What i am trying is to let the function ModelFotoconversie_ODE calculate the value of Flux at the same time from 'tijd' that it uses for that step of the differential equation.
I guess (correct me if i am wrong) i need something like:
tFlux = tijd; (in ODE)
and
f = interp1(tFlux,Flux_metingen,tijd); (in ModelFOtoconversie_ODE)
Star Strider
Star Strider on 11 May 2017
I would put ‘Flux’ and ‘tjid’ inside your ‘ModelFOtoconversie_ODE’ function, then do:
f = interp1(tjid, Flux_metingen, t, 'linear', 'extrap');
I added ‘'linear','extrap'’ to keep the interpolation from crashing if it inadvertently exceeds the minimum or maximum values of ‘tjid’.
Bram Callewaert
Bram Callewaert on 11 May 2017
Now:
[tijd, C] = ode45(@(tijd,C) ModelFotoconversie_ODE(tijd,C,pars,Vtot,L,eps,Flux_metingen, tFlux,Nu,RatioDark), tspan, y0);
returns mostly NaN's
C =
1.0e+04 *
0.0000 0.0000
NaN NaN
NaN NaN
NaN NaN
4.0154 -4.0154
NaN NaN
NaN NaN
NaN NaN
NaN NaN
NaN NaN
NaN NaN
NaN NaN
... ...
Star Strider
Star Strider on 11 May 2017
The NaN values are the result of calculations producing 0/0, Inf/Inf or other values. One way to deal with that is to replace the 0 in ‘Flux’ with eps.

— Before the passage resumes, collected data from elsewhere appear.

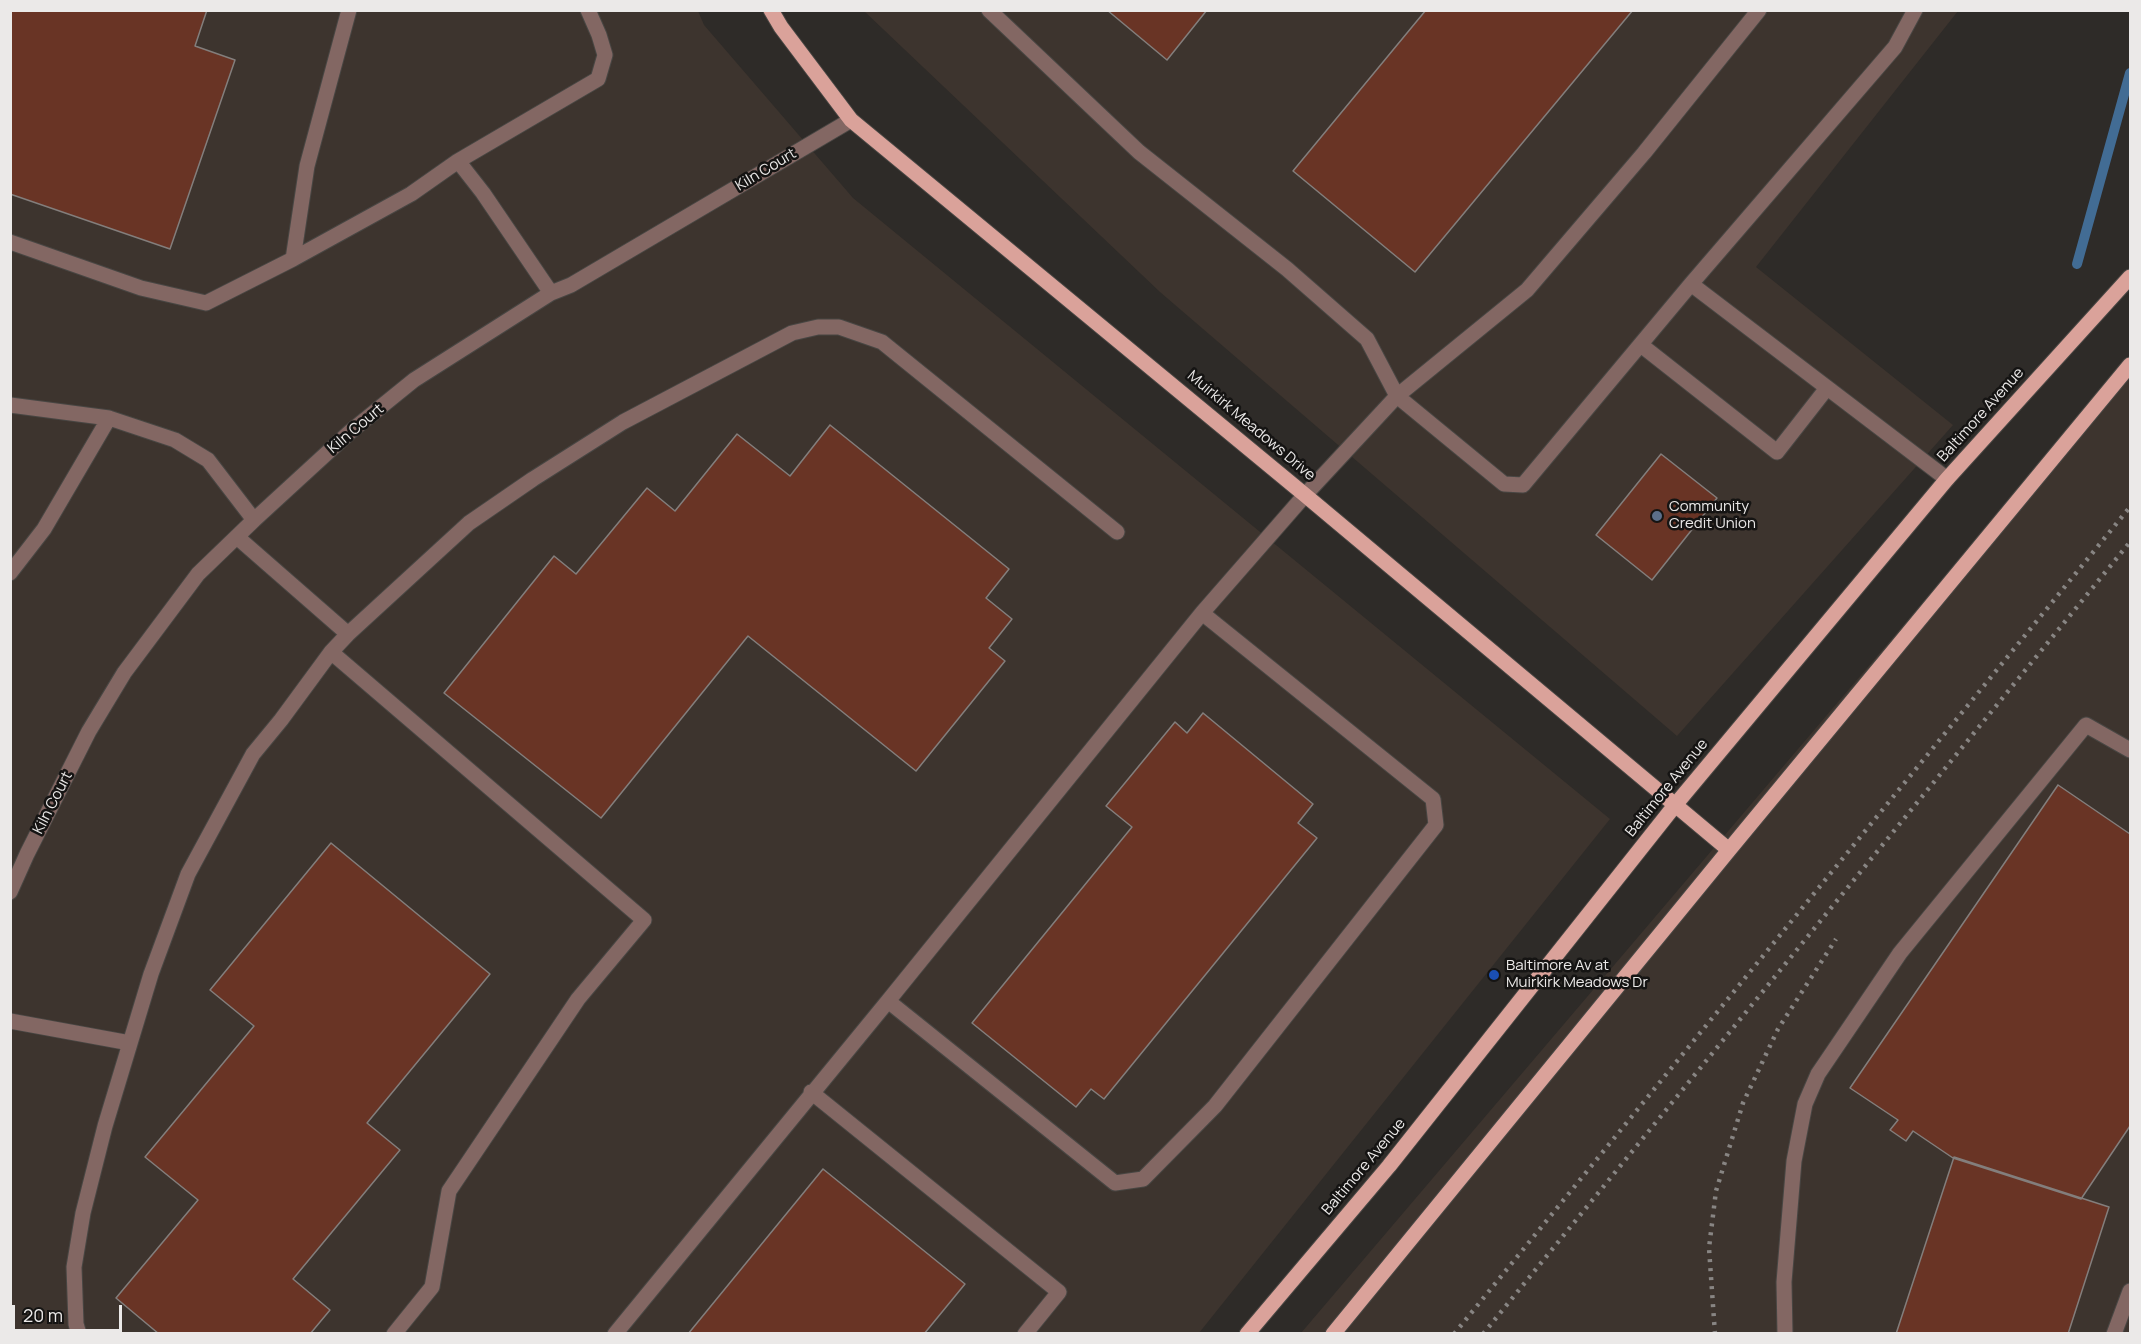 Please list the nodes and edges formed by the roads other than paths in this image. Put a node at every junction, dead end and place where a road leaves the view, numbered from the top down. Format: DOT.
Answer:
graph roads {
  1 [pos="349,10"];
  2 [pos="588,10"];
  3 [pos="771,10"];
  4 [pos="989,10"];
  5 [pos="1758,10"];
  6 [pos="1915,10"];
  7 [pos="851,120"];
  8 [pos="458,161"];
  9 [pos="10,242"];
  10 [pos="293,259"];
  11 [pos="2130,278"];
  12 [pos="1690,284"];
  13 [pos="551,293"];
  14 [pos="1641,345"];
  15 [pos="2130,365"];
  16 [pos="1827,388"];
  17 [pos="1397,396"];
  18 [pos="10,405"];
  19 [pos="109,418"];
  20 [pos="1947,479"];
  21 [pos="1305,495"];
  22 [pos="254,520"];
  23 [pos="1117,532"];
  24 [pos="237,537"];
  25 [pos="10,573"];
  26 [pos="1202,613"];
  27 [pos="348,634"];
  28 [pos="331,652"];
  29 [pos="2130,750"];
  30 [pos="1676,804"];
  31 [pos="1729,850"];
  32 [pos="10,892"];
  33 [pos="888,1000"];
  34 [pos="10,1021"];
  35 [pos="130,1043"];
  36 [pos="811,1092"];
  37 [pos="2130,1291"];
  38 [pos="79,1334"];
  39 [pos="394,1334"];
  40 [pos="615,1334"];
  41 [pos="1026,1334"];
  42 [pos="1247,1334"];
  43 [pos="1333,1334"];
  44 [pos="1785,1334"];
  45 [pos="2114,1334"];
  1 -- 10 [label="street"];
  2 -- 8 [label="street"];
  3 -- 7 [label="main road, Muirkirk Meadows Drive"];
  4 -- 17 [label="street"];
  5 -- 17 [label="street"];
  6 -- 12 [label="street"];
  7 -- 13 [label="street, Kiln Court"];
  7 -- 21 [label="main road, Muirkirk Meadows Drive"];
  8 -- 10 [label="street"];
  8 -- 13 [label="street"];
  9 -- 10 [label="street"];
  11 -- 20 [label="main road, Baltimore Avenue"];
  12 -- 14 [label="street"];
  12 -- 16 [label="street"];
  13 -- 22 [label="street, Kiln Court"];
  14 -- 16 [label="street"];
  14 -- 17 [label="street"];
  15 -- 31 [label="main road"];
  16 -- 20 [label="street"];
  17 -- 21 [label="street"];
  18 -- 19 [label="street"];
  19 -- 22 [label="street"];
  19 -- 25 [label="street"];
  20 -- 30 [label="main road, Baltimore Avenue"];
  21 -- 26 [label="street"];
  21 -- 30 [label="main road, Muirkirk Meadows Drive"];
  22 -- 24 [label="street, Kiln Court"];
  23 -- 27 [label="street"];
  24 -- 27 [label="street"];
  24 -- 32 [label="street, Kiln Court"];
  26 -- 33 [label="street"];
  26 -- 33 [label="street"];
  27 -- 28 [label="street"];
  28 -- 35 [label="street"];
  28 -- 39 [label="street"];
  29 -- 44 [label="street"];
  30 -- 31 [label="main road, Muirkirk Meadows Drive"];
  30 -- 42 [label="main road, Baltimore Avenue"];
  31 -- 43 [label="main road"];
  33 -- 36 [label="street"];
  34 -- 35 [label="street"];
  35 -- 38 [label="street"];
  36 -- 40 [label="street"];
  36 -- 41 [label="street"];
  37 -- 45 [label="street"];
}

I cannot follow your code, but I notice that you have a variable named eps. Please rename your variable! Until you do, my fix for your NaN problem will not work.
Bram Callewaert
Bram Callewaert on 11 May 2017
I renamed eps and chanced the zero's in Flux. But i am stil getting NaN.
I also tried to ad a + eps in N_Abs_UV and N_Abs_Geel to avoid a 0/0 in the division:
N_Abs_UV = [epsilon(1,1)*C(1) epsilon(1,2)*C(2)].*(N_abs_tot(1)/Abs_tot(1)+eps);
But it still isnt working
Star Strider
Star Strider on 11 May 2017
I can’t follow your code. It will be worthwhile for you to use the debug functions in the Editor to step through your code to see where the problems arise. That’s the only option I can think of at this point.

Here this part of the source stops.